Autologous non-myeloablative haemopoietic stem cell transplantation is a method to deliver intense immune suppression. We evaluated the safety and clinical outcome of autologous non-myeloablative haemopoietic stem cell transplantation in patients with relapsing-remitting multiple sclerosis (MS) who had not responded to treatment with interferon beta.


Eligible patients had relapsing-remitting MS, attended Northwestern Memorial Hospital, and despite treatment with interferon beta had had two corticosteroid-treated relapses within the previous 12 months, or one relapse and gadolinium-enhancing lesions seen on MRI and separate from the relapse. Peripheral blood haemopoietic stem cells were mobilised with 2 g per m2 cyclophosphamide and 10 μg per kg per day filgrastim. The conditioning regimen for the haemopoietic stem cells was 200 mg per kg cyclophosphamide and either 20 mg alemtuzumab or 6 mg per kg rabbit antithymocyte globulin. Primary outcomes were progression-free survival and reversal of neurological disability at 3 years post-transplantation. We also sought to investigate the safety and tolerability of autologous non-myeloablative haemopoietic stem cell transplantation.
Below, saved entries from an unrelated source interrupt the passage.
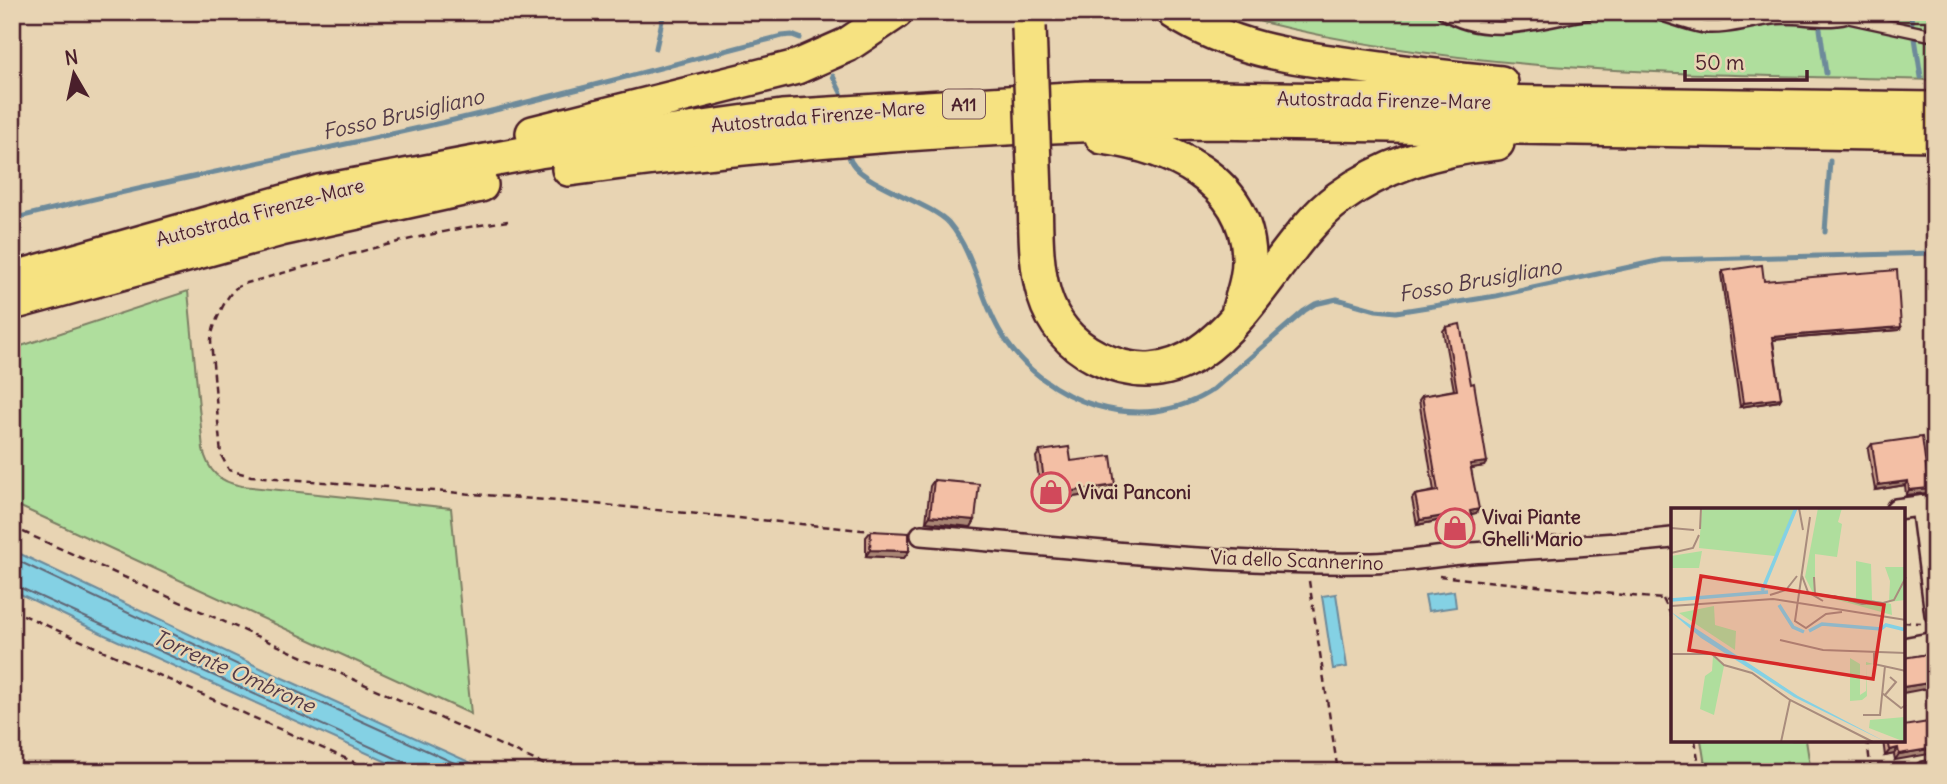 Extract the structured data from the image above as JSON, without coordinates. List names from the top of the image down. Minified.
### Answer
{"streets":{"highway":["Autostrada Firenze-Mare","A11"],"street":["Via dello Scannerino"]},"water":["Fosso Brusigliano","Torrente Ombrone"],"places":{"shop":["Vivai Panconi","Vivai Piante Ghelli Mario"]},"scale_bar":"50 m","north":"top"} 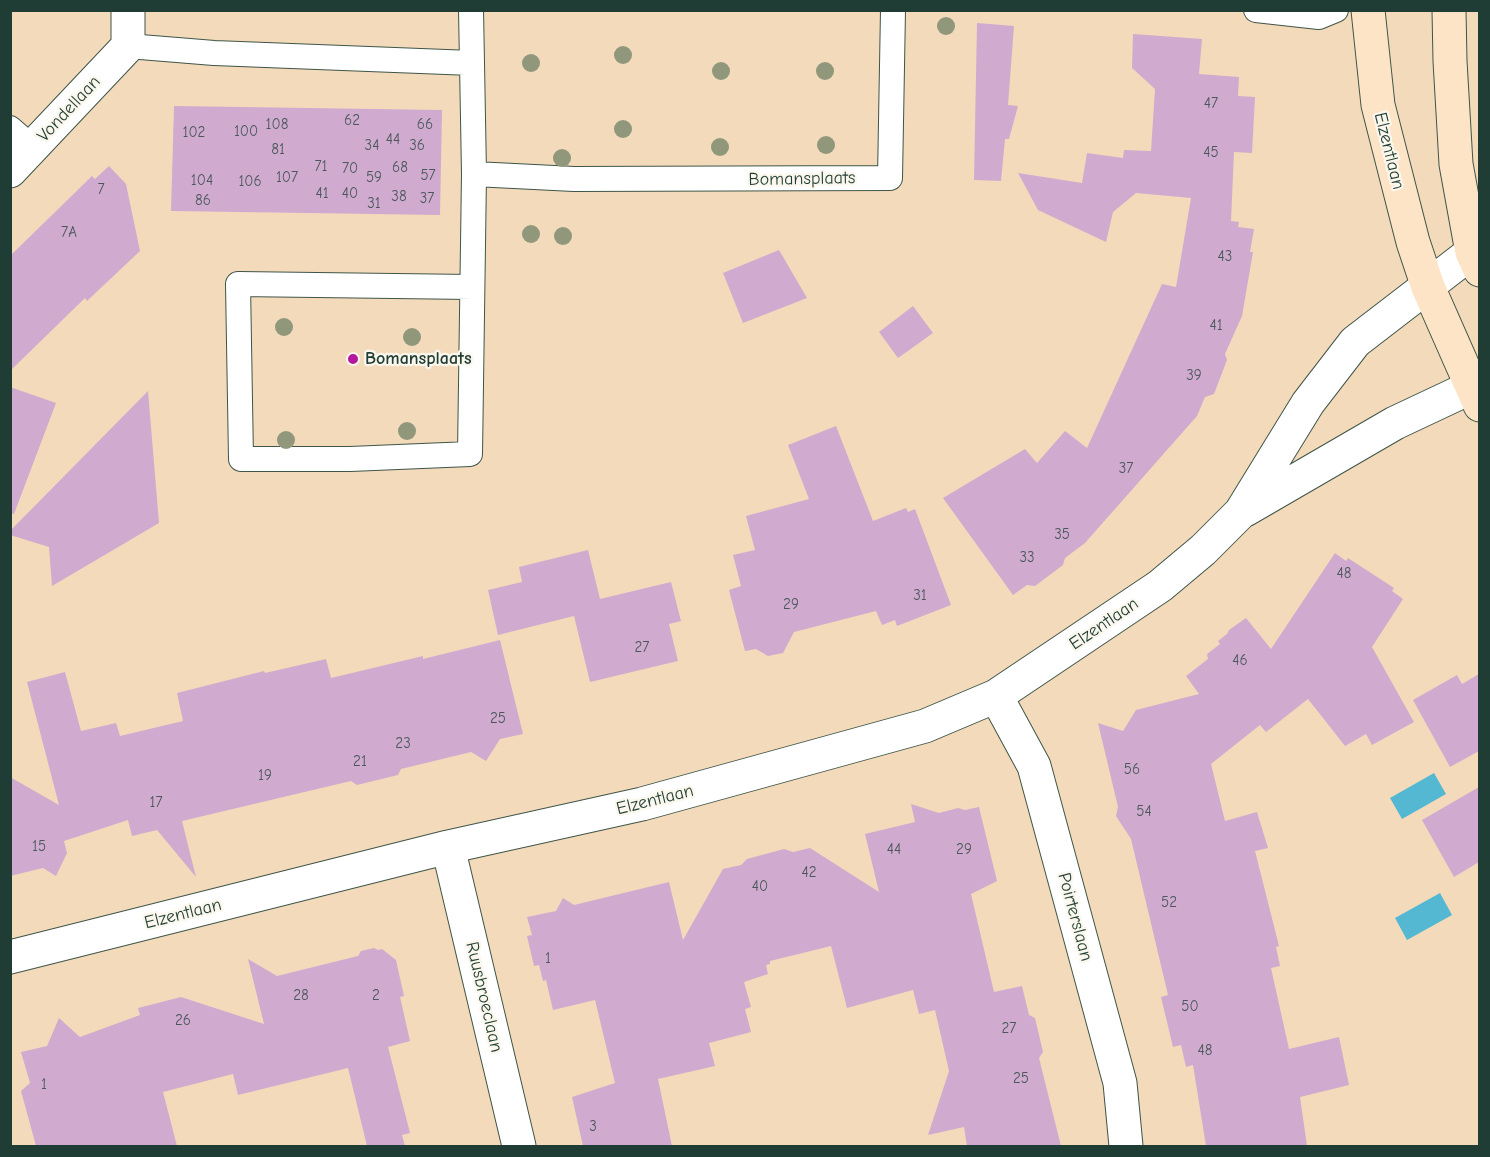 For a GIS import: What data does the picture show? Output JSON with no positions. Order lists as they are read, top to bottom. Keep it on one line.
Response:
{"streets":{"main road":["Elzentlaan"],"street":["Vondellaan","Poirterslaan","Ruusbroeclaan"],"lane":["Bomansplaats"]},"crossings":[["Elzentlaan","Poirterslaan"],["Elzentlaan","Ruusbroeclaan"]],"places":["Bomansplaats"],"house_numbers":["47","62","108","66","100","102","44","34","36","81","45","71","68","70","57","107","59","104","106","7","41","40","38","37","86","31","7A","43","41","39","37","35","33","48","31","29","27","46","25","23","21","56","19","17","54","15","44","29","42","40","52","1","28","2","50","26","27","48","25","1","3"]} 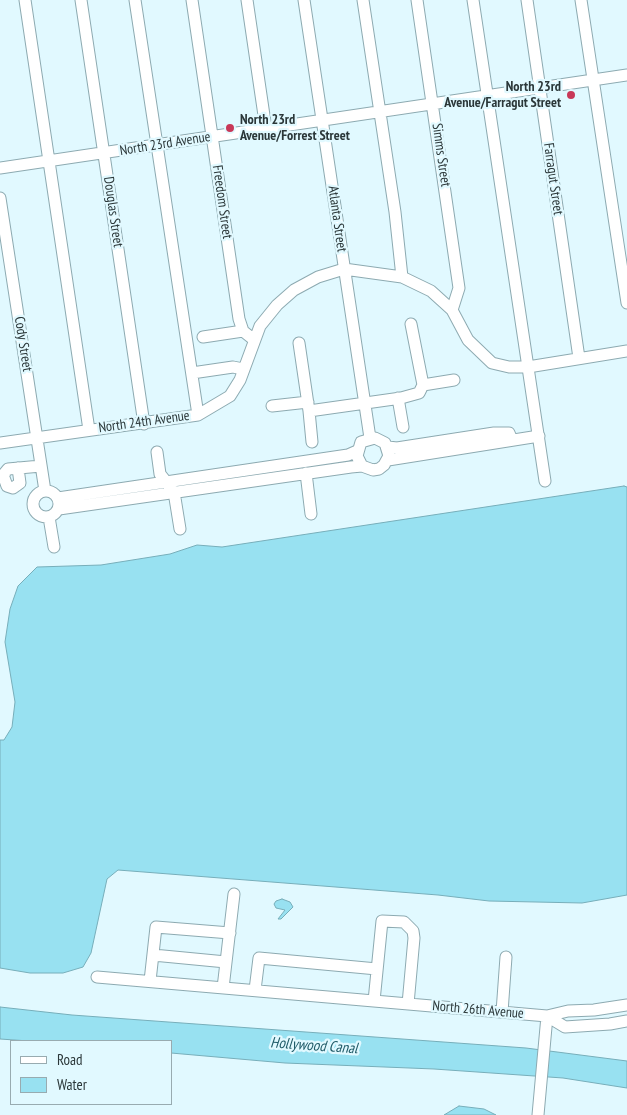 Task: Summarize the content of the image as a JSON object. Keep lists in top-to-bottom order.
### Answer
{
  "streets": {
    "street": [
      "North 23rd Avenue",
      "Simms Street",
      "Farragut Street",
      "Freedom Street",
      "Douglas Street",
      "Atlanta Street",
      "Cody Street",
      "North 24th Avenue",
      "North 26th Avenue"
    ]
  },
  "crossings": [
    ["North 23rd Avenue", "Simms Street"],
    ["North 23rd Avenue", "Farragut Street"],
    ["North 23rd Avenue", "Freedom Street"],
    ["North 23rd Avenue", "Douglas Street"],
    ["North 23rd Avenue", "Atlanta Street"],
    ["Simms Street", "North 24th Avenue"],
    ["Farragut Street", "North 24th Avenue"],
    ["Douglas Street", "North 24th Avenue"],
    ["Atlanta Street", "North 24th Avenue"],
    ["Cody Street", "North 24th Avenue"]
  ],
  "water": ["Hollywood Canal"],
  "places": ["North 23rd Avenue/Farragut Street", "North 23rd Avenue/Forrest Street"],
  "legend": ["Road", "Water"]
}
Between January, 2003, and February, 2005, 21 patients were treated. Engraftment of white blood cells and platelets was on median day 9 (range day 8—11) and patients were discharged from hospital on mean day 11 (range day 8—13). One patient had diarrhoea due to Clostridium difficile and two patients had dermatomal zoster. Two of the 17 patients receiving alemtuzumab developed late immune thrombocytopenic purpura that remitted with standard therapy. 17 of 21 patients (81%) improved by at least 1 point on the Kurtzke expanded disability status scale (EDSS), and five patients (24%) relapsed but achieved remission after further immunosuppression. After a mean of 37 months (range 24—48 months), all patients were free from progression (no deterioration in EDSS score), and 16 were free of relapses. Significant improvements were noted in neurological disability, as determined by EDSS score (p<0·0001), neurological rating scale score (p=0·0001), paced auditory serial addition test (p=0·014), 25-foot walk (p<0·0001), and quality of life, as measured with the short form-36 (SF-36) questionnaire (p<0·0001).


Non-myeloablative autologous haemopoietic stem cell transplantation in patients with relapsing-remitting MS reverses neurological deficits, but these results need to be confirmed in a randomised trial.


Division of Immunotherapy, Northwestern University.